The 19th Century ambience sustains. Waiters wear jackets with gold epaulettes and there’s a row of tables down the centre with private booths and more tables on the sides.

Ostend sole, mussels or pepper steak in cream are all good but I had a lamb cassoulet that has been cooking for hours and was superb.

Sunday is also the day to visit the ‘Batte’ market in Liege. ‘Batte’ means ‘quay’ in old Walloon and this market is positioned alongside the quay at the River Meuse.

I arrived in Liege at the new rail station created in 2009 by Santiago Calatrava. Made of steel, glass and white concrete in the neo-futurist style, the architect credits inspiration from Finnish Eero Saarinen (whose home in the Finnish lakes to me is one of the great joys of modern architecture). Still I think he derives greater inspiration from Philip Johnson’s Lipstick building in New York City.
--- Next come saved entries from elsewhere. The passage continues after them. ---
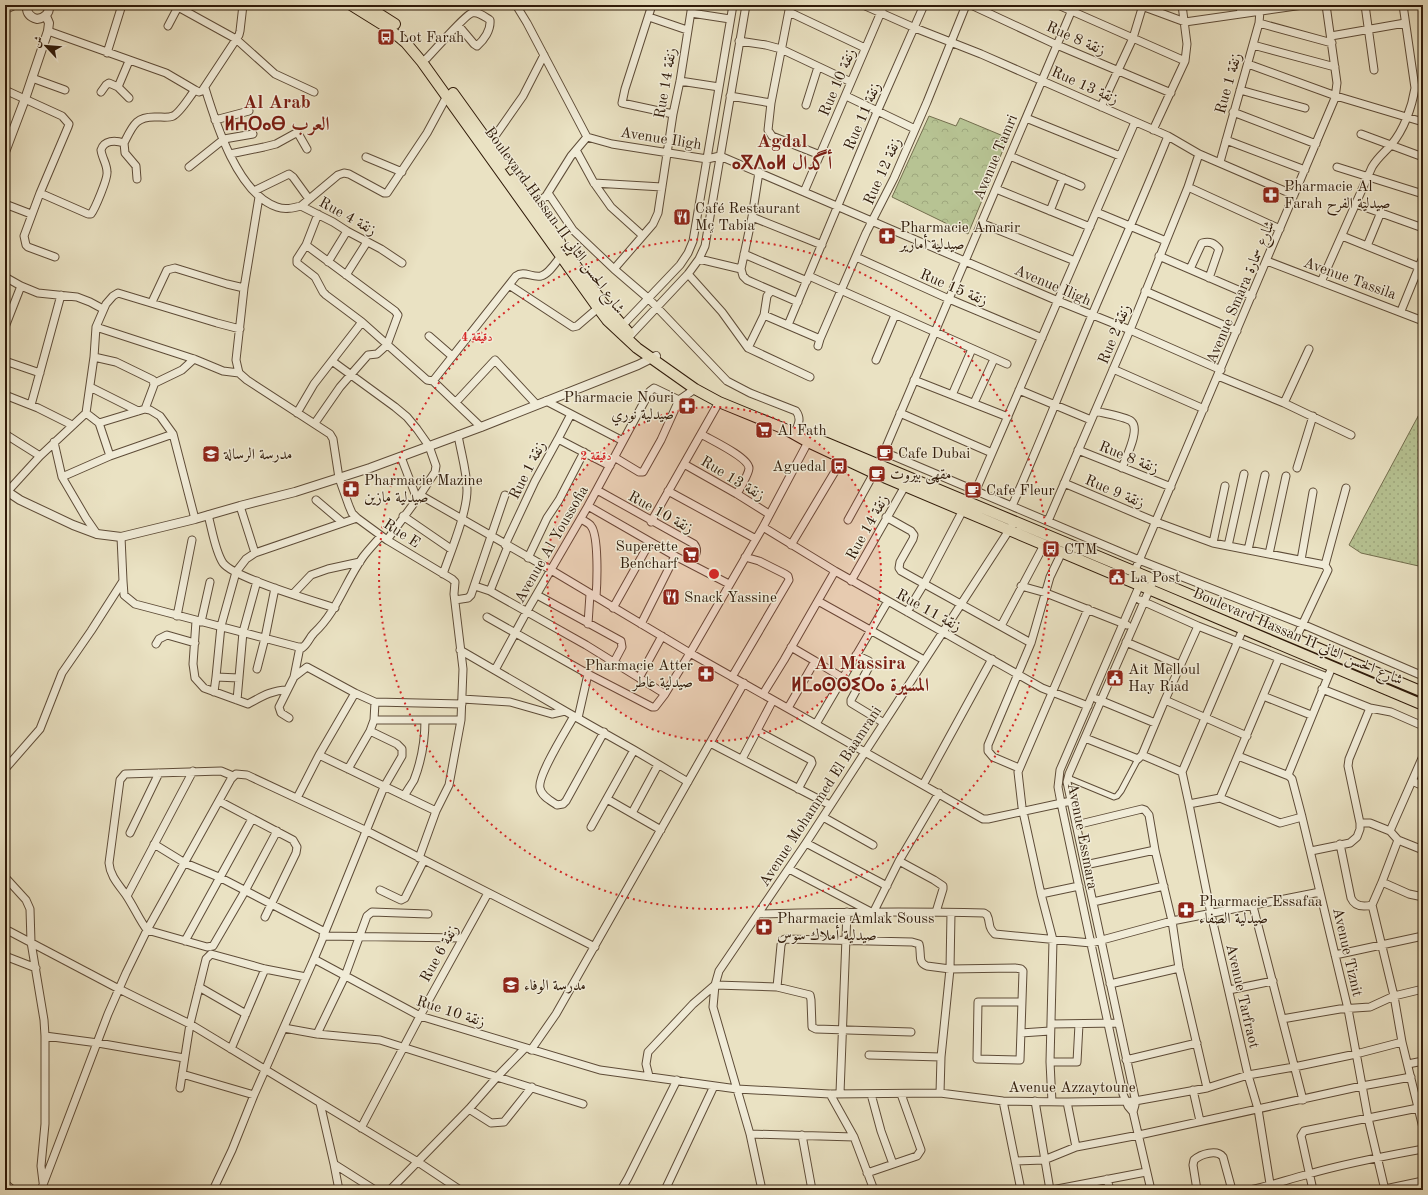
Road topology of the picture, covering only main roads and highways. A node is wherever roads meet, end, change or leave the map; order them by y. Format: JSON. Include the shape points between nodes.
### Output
{"nodes":[{"id":1,"x":351,"y":5,"type":"edge"},
{"id":2,"x":365,"y":5,"type":"edge"},
{"id":3,"x":487,"y":147,"type":"junction"},
{"id":4,"x":531,"y":208,"type":"junction"},
{"id":5,"x":620,"y":328,"type":"junction"},
{"id":6,"x":654,"y":358,"type":"junction"},
{"id":7,"x":999,"y":520,"type":"junction"},
{"id":8,"x":1423,"y":692,"type":"edge"},
{"id":9,"x":1423,"y":705,"type":"edge"}],
"edges":[{"from":1,"to":3,"type":"main road","name":"Boulevard Hassan II شارع الحسن الثاني","via":[[388,28],[406,43]]},
{"from":2,"to":3,"type":"main road","name":"Boulevard Hassan II شارع الحسن الثاني","via":[[401,30],[427,58]]},
{"from":3,"to":4,"type":"main road","name":"Boulevard Hassan II شارع الحسن الثاني"},
{"from":4,"to":5,"type":"main road","name":"Boulevard Hassan II شارع الحسن الثاني"},
{"from":4,"to":5,"type":"main road","name":"Boulevard Hassan II شارع الحسن الثاني","via":[[598,308]]},
{"from":5,"to":6,"type":"main road","name":"Boulevard Hassan II شارع الحسن الثاني"},
{"from":6,"to":7,"type":"main road","name":"Boulevard Hassan II شارع الحسن الثاني","via":[[722,398],[879,463]]},
{"from":6,"to":7,"type":"main road","name":"Boulevard Hassan II شارع الحسن الثاني","via":[[695,389],[719,402],[785,429],[874,473],[963,510]]},
{"from":7,"to":8,"type":"main road","name":"Boulevard Hassan II شارع الحسن الثاني","via":[[1015,521]]},
{"from":7,"to":9,"type":"main road","name":"Boulevard Hassan II شارع الحسن الثاني","via":[[1009,530]]}]}
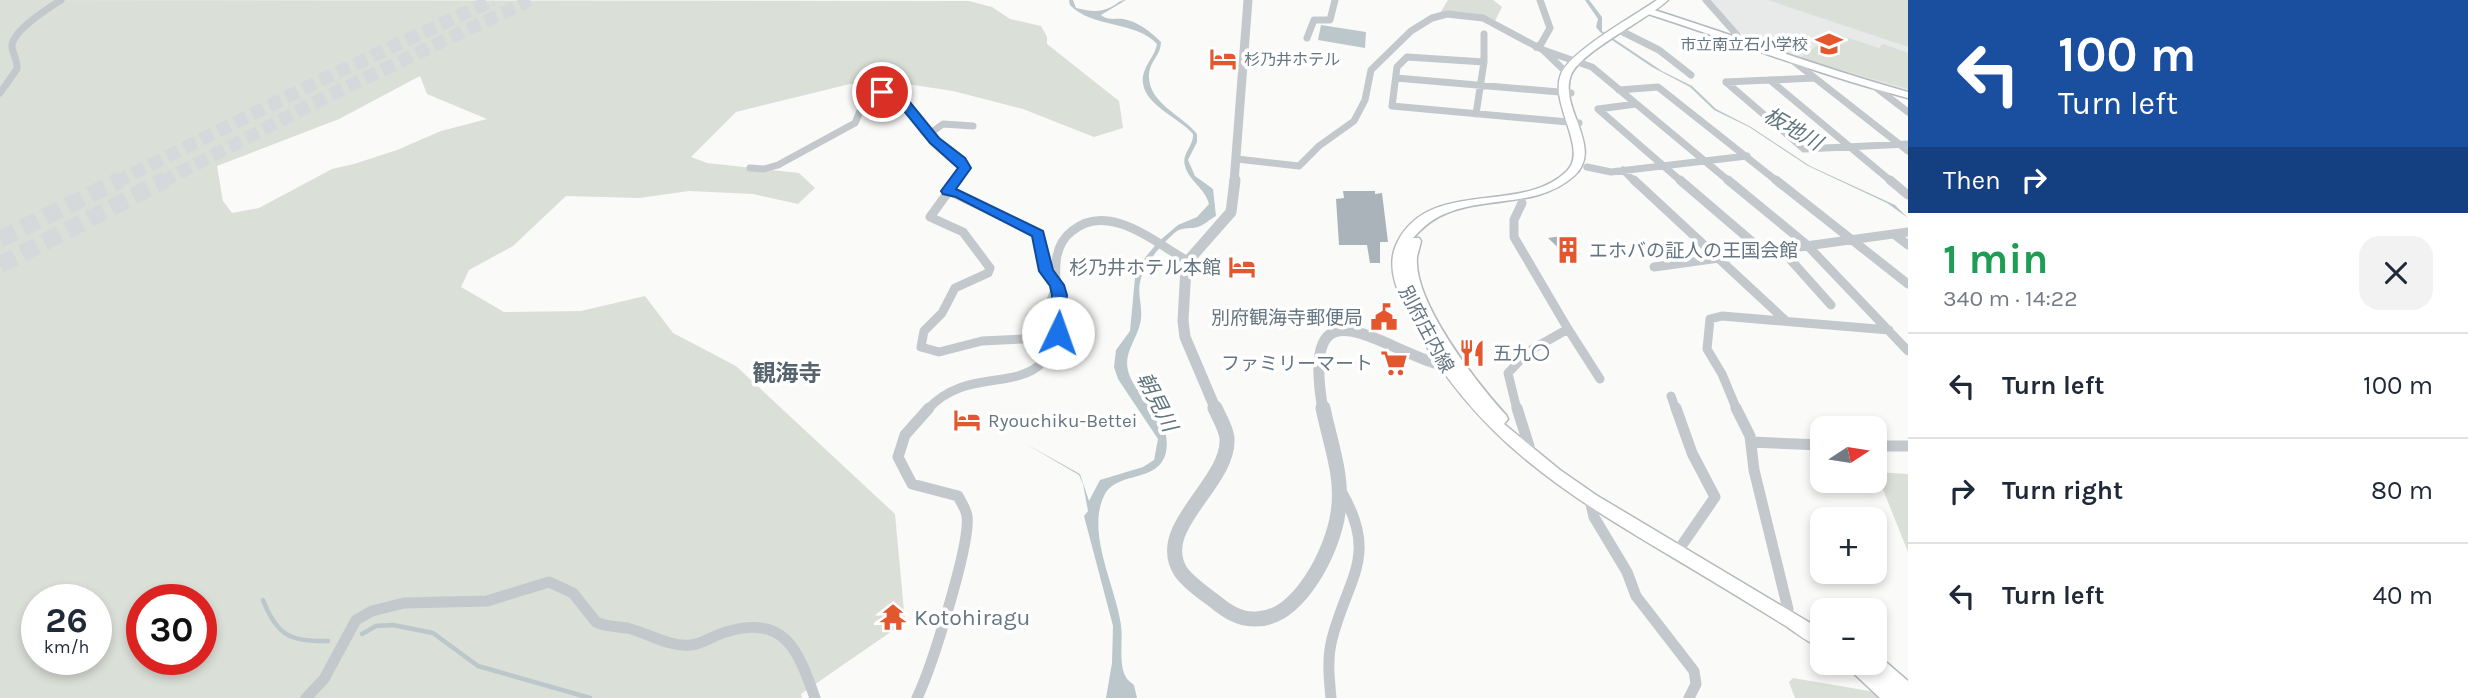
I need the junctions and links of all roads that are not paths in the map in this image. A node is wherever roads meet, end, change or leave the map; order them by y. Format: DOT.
graph roads {
  1 [pos="61,0"];
  2 [pos="1248,0"];
  3 [pos="1335,0"];
  4 [pos="1540,0"];
  5 [pos="1663,0"];
  6 [pos="1677,0"];
  7 [pos="1706,0"];
  8 [pos="1653,13"];
  9 [pos="1625,32"];
  10 [pos="1484,34"];
  11 [pos="1307,38"];
  12 [pos="1735,39"];
  13 [pos="1539,49"];
  14 [pos="1792,60"];
  15 [pos="1581,61"];
  16 [pos="1484,62"];
  17 [pos="1567,73"];
  18 [pos="1691,75"];
  19 [pos="1396,78"];
  20 [pos="1814,78"];
  21 [pos="1770,80"];
  22 [pos="1481,84"];
  23 [pos="1874,86"];
  24 [pos="1619,90"];
  25 [pos="1567,92"];
  26 [pos="0,93"];
  27 [pos="1908,95"];
  28 [pos="1636,104"];
  29 [pos="1908,112"];
  30 [pos="1476,114"];
  31 [pos="1575,123"];
  32 [pos="973,126"];
  33 [pos="929,134"];
  34 [pos="1904,144"];
  35 [pos="1851,147"];
  36 [pos="1908,151"];
  37 [pos="1747,156"];
  38 [pos="1237,159"];
  39 [pos="1704,160"];
  40 [pos="1664,165"];
  41 [pos="1587,167"];
  42 [pos="751,168"];
  43 [pos="1623,170"];
  44 [pos="948,191"];
  45 [pos="1908,195"];
  46 [pos="1522,204"];
  47 [pos="1908,232"];
  48 [pos="1895,234"];
  49 [pos="1852,239"];
  50 [pos="1908,244"];
  51 [pos="1807,245"];
  52 [pos="1780,248"];
  53 [pos="1763,251"];
  54 [pos="1718,257"];
  55 [pos="1186,259"];
  56 [pos="1654,267"];
  57 [pos="1908,284"];
  58 [pos="1057,285"];
  59 [pos="1831,305"];
  60 [pos="1786,321"];
  61 [pos="1568,329"];
  62 [pos="1889,330"];
  63 [pos="1908,351"];
  64 [pos="1451,367"];
  65 [pos="1600,379"];
  66 [pos="1671,396"];
  67 [pos="1751,442"];
  68 [pos="1810,444"];
  69 [pos="1529,446"];
  70 [pos="1887,446"];
  71 [pos="1908,446"];
  72 [pos="1341,491"];
  73 [pos="1590,500"];
  74 [pos="1682,545"];
  75 [pos="1788,609"];
  76 [pos="1810,622"];
  77 [pos="1810,633"];
  78 [pos="1887,674"];
  79 [pos="1868,675"];
  80 [pos="1908,693"];
  81 [pos="306,698"];
  82 [pos="815,698"];
  83 [pos="917,698"];
  84 [pos="1331,698"];
  85 [pos="1689,698"];
  86 [pos="1893,698"];
  1 -- 26 [label="street"];
  2 -- 38 [label="street"];
  3 -- 11 [label="street"];
  4 -- 13 [label="street"];
  5 -- 8 [label="main road, 別府庄内線"];
  6 -- 8 [label="main road, 別府庄内線"];
  7 -- 12 [label="street"];
  8 -- 9 [label="main road, 別府庄内線"];
  8 -- 12 [label="main road"];
  9 -- 15 [label="main road, 別府庄内線"];
  9 -- 18 [label="street"];
  10 -- 16 [label="street"];
  12 -- 14 [label="main road"];
  13 -- 15 [label="street"];
  13 -- 17 [label="street"];
  13 -- 38 [label="street"];
  14 -- 20 [label="street"];
  14 -- 23 [label="main road"];
  15 -- 17 [label="main road, 別府庄内線"];
  15 -- 24 [label="street"];
  15 -- 25 [label="main road"];
  16 -- 19 [label="street"];
  16 -- 22 [label="street"];
  17 -- 25 [label="main road, 別府庄内線"];
  19 -- 22 [label="street"];
  19 -- 30 [label="street"];
  20 -- 21 [label="street"];
  20 -- 34 [label="street"];
  21 -- 35 [label="street"];
  21 -- 35 [label="street"];
  22 -- 25 [label="street"];
  22 -- 30 [label="street"];
  23 -- 27 [label="main road"];
  23 -- 29 [label="street"];
  24 -- 28 [label="street"];
  24 -- 37 [label="street"];
  25 -- 31 [label="main road, 別府庄内線"];
  28 -- 39 [label="street"];
  28 -- 40 [label="street"];
  30 -- 31 [label="street"];
  31 -- 41 [label="main road, 別府庄内線"];
  31 -- 64 [label="main road, 別府庄内線"];
  32 -- 33 [label="street"];
  33 -- 42 [label="street"];
  33 -- 44 [label="street"];
  34 -- 35 [label="street"];
  34 -- 36 [label="street"];
  35 -- 45 [label="street"];
  37 -- 39 [label="street"];
  37 -- 49 [label="street"];
  38 -- 55 [label="street"];
  39 -- 40 [label="street"];
  39 -- 51 [label="street"];
  40 -- 43 [label="street"];
  40 -- 53 [label="street"];
  41 -- 43 [label="street"];
  41 -- 46 [label="main road, 別府庄内線"];
  43 -- 54 [label="street"];
  44 -- 58 [label="street"];
  44 -- 58 [label="street"];
  46 -- 61 [label="street"];
  46 -- 64 [label="main road, 別府庄内線"];
  47 -- 48 [label="street"];
  48 -- 49 [label="street"];
  48 -- 50 [label="street"];
  49 -- 51 [label="street"];
  49 -- 57 [label="street"];
  51 -- 52 [label="street"];
  51 -- 62 [label="street"];
  52 -- 53 [label="street"];
  52 -- 59 [label="street"];
  53 -- 54 [label="street"];
  54 -- 56 [label="street"];
  54 -- 60 [label="street"];
  55 -- 58 [label="street"];
  55 -- 72 [label="street"];
  58 -- 83 [label="street"];
  60 -- 62 [label="street"];
  60 -- 67 [label="street"];
  61 -- 65 [label="street"];
  61 -- 69 [label="street"];
  62 -- 63 [label="street"];
  64 -- 69 [label="main road, 別府庄内線"];
  64 -- 72 [label="street"];
  64 -- 73 [label="main road, 別府庄内線"];
  66 -- 74 [label="street"];
  67 -- 68 [label="street"];
  67 -- 75 [label="street"];
  69 -- 74 [label="main road, 別府庄内線"];
  70 -- 71 [label="street"];
  72 -- 84 [label="street"];
  73 -- 77 [label="main road, 別府庄内線"];
  73 -- 85 [label="street"];
  74 -- 75 [label="main road, 別府庄内線"];
  75 -- 76 [label="main road, 別府庄内線"];
  78 -- 80 [label="main road"];
  79 -- 86 [label="main road"];
  81 -- 82 [label="street"];
}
The Batte Sunday market is the largest and oldest in Belgium and is in the tradition of the old medieval fairs with brightly coloured striped canvas awnings.

Starting at 8am and finishing about 2pm the Batte starts in the Market Square – an area with rare Mosan style architecture- 16th and 17th Century brick and greystone buildings including the old meat markets at the centre.

Boulets la Liegeoise (meatballs with fries) are sold at every stall as well as local cafes along with a local syrup made from apples and pears (sounds like cockney rhyming slang). This is called ‘Sirop de Liege’ and is smeared across Liege waffles (thick, oval), bread, cheese and almost everything else you can think of.

The local cheese – Le Carre de Liege – is exceptional (Ying and Yang) soft cheese with a strong taste. The Confrerie du Gay Boulet awards a crystal boulet each year in the restaurant serving the best boulets.

Le Bistrot d’en Face (facing the quay) won last year, I think. This rustic ancient beamed 17th Century building- opposite the 16th century former meat market – does a wicked boulet (pork and beef) with its own local homemade syrup.

At lunch time on Sunday the place is packed. You must book ahead and you must also arrive in time as they stop serving promptly.

Liege is the city of Charlemagne’s birth and also boasts as native the writer George Simenon whose flat in Lausanne I saw when I was there a few months ago. Simenon’s early novels are filled with tales of the under-life of Liege – the cafes, the bars, the hostels, the markets.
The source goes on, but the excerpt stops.